**REQUIRED WORK**
Scan the entries that follow for the word "SIMON", then report every line in which it appears.

**INPUT RECORDS**
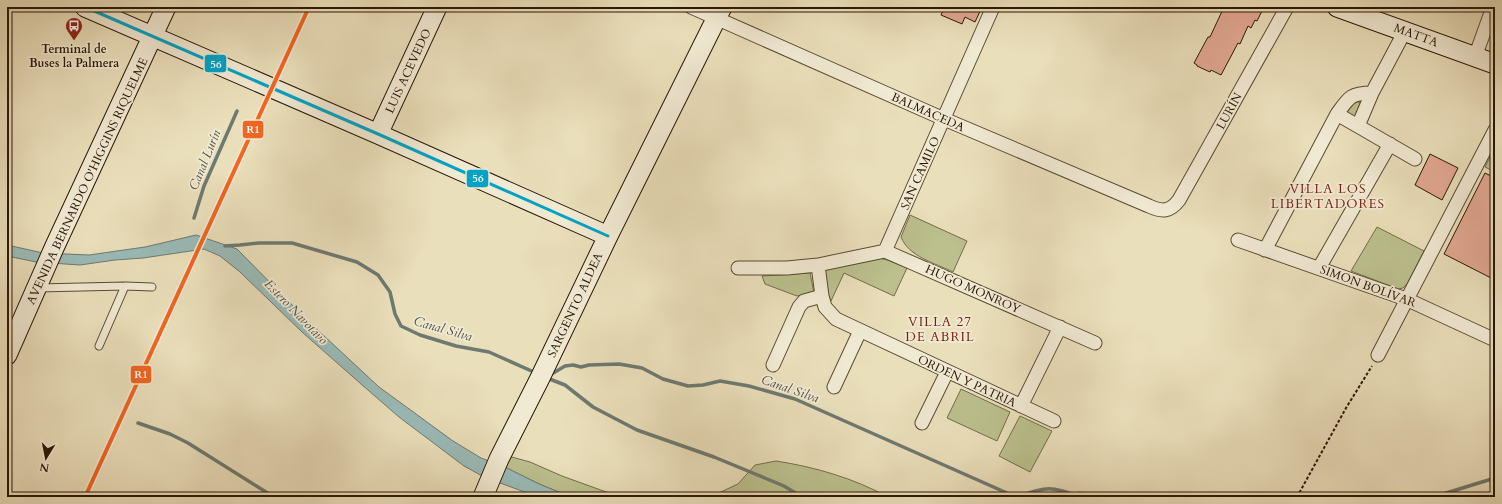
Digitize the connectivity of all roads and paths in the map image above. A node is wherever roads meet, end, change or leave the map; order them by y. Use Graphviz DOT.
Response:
graph roads {
  1 [pos="85,7"];
  2 [pos="166,7"];
  3 [pos="437,7"];
  4 [pos="691,7"];
  5 [pos="993,7"];
  6 [pos="1287,7"];
  7 [pos="1337,7"];
  8 [pos="1493,7"];
  9 [pos="719,12"];
  10 [pos="1405,31"];
  11 [pos="153,36"];
  12 [pos="1475,57"];
  13 [pos="1495,64"];
  14 [pos="1372,93"];
  15 [pos="1337,114"];
  16 [pos="944,119"];
  17 [pos="1358,126"];
  18 [pos="1495,130"];
  19 [pos="378,134"];
  20 [pos="1390,144"];
  21 [pos="1415,159"];
  22 [pos="1167,210"];
  23 [pos="608,236"];
  24 [pos="1238,240"];
  25 [pos="1266,250"];
  26 [pos="885,251"];
  27 [pos="818,265"];
  28 [pos="738,268"];
  29 [pos="1319,268"];
  30 [pos="125,286"];
  31 [pos="152,287"];
  32 [pos="38,288"];
  33 [pos="822,296"];
  34 [pos="1406,299"];
  35 [pos="1060,327"];
  36 [pos="860,331"];
  37 [pos="1495,340"];
  38 [pos="1095,344"];
  39 [pos="99,346"];
  40 [pos="7,355"];
  41 [pos="1378,355"];
  42 [pos="772,365"];
  43 [pos="947,372"];
  44 [pos="834,388"];
  45 [pos="1021,406"];
  46 [pos="1054,421"];
  47 [pos="922,423"];
  48 [pos="485,492"];
  49 [pos="1297,497"];
  1 -- 11 [label="street"];
  2 -- 11 [label="street, AVENIDA BERNARDO O'HIGGINS RIQUELME"];
  3 -- 19 [label="street, LUIS ACEVEDO"];
  4 -- 9 [label="street, BALMACEDA"];
  5 -- 16 [label="street, SAN CAMILO"];
  6 -- 22 [label="street, LURÍN"];
  7 -- 10 [label="street, MATTA"];
  8 -- 12 [label="street"];
  9 -- 16 [label="street, BALMACEDA"];
  9 -- 23 [label="street, SARGENTO ALDEA"];
  10 -- 12 [label="street, MATTA"];
  10 -- 14 [label="street"];
  11 -- 19 [label="street"];
  11 -- 32 [label="street, AVENIDA BERNARDO O'HIGGINS RIQUELME"];
  12 -- 13 [label="street, MATTA"];
  14 -- 15 [label="street"];
  14 -- 17 [label="street"];
  15 -- 17 [label="street"];
  15 -- 25 [label="street"];
  16 -- 22 [label="street, BALMACEDA"];
  16 -- 26 [label="street, SAN CAMILO"];
  17 -- 20 [label="street"];
  18 -- 34 [label="street"];
  19 -- 23 [label="street"];
  20 -- 21 [label="street"];
  20 -- 29 [label="street"];
  23 -- 48 [label="street, SARGENTO ALDEA"];
  24 -- 25 [label="street, SIMON BOLÍVAR"];
  25 -- 29 [label="street, SIMON BOLÍVAR"];
  26 -- 27 [label="street"];
  26 -- 35 [label="street, HUGO MONROY"];
  27 -- 28 [label="street"];
  27 -- 33 [label="street, ORDEN Y PATRIA"];
  29 -- 34 [label="street, SIMON BOLÍVAR"];
  30 -- 31 [label="lane"];
  30 -- 32 [label="lane"];
  30 -- 39 [label="lane"];
  32 -- 40 [label="street, AVENIDA BERNARDO O'HIGGINS RIQUELME"];
  33 -- 36 [label="street, ORDEN Y PATRIA"];
  33 -- 42 [label="street"];
  34 -- 37 [label="street, SIMON BOLÍVAR"];
  34 -- 41 [label="street"];
  35 -- 38 [label="street, HUGO MONROY"];
  35 -- 45 [label="street"];
  36 -- 43 [label="street, ORDEN Y PATRIA"];
  36 -- 44 [label="street"];
  41 -- 49 [label="path"];
  43 -- 45 [label="street, ORDEN Y PATRIA"];
  43 -- 47 [label="street"];
  45 -- 46 [label="street, ORDEN Y PATRIA"];
}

**ANSWER BELOW**
  24 -- 25 [label="street, SIMON BOLÍVAR"];
  25 -- 29 [label="street, SIMON BOLÍVAR"];
  29 -- 34 [label="street, SIMON BOLÍVAR"];
  34 -- 37 [label="street, SIMON BOLÍVAR"];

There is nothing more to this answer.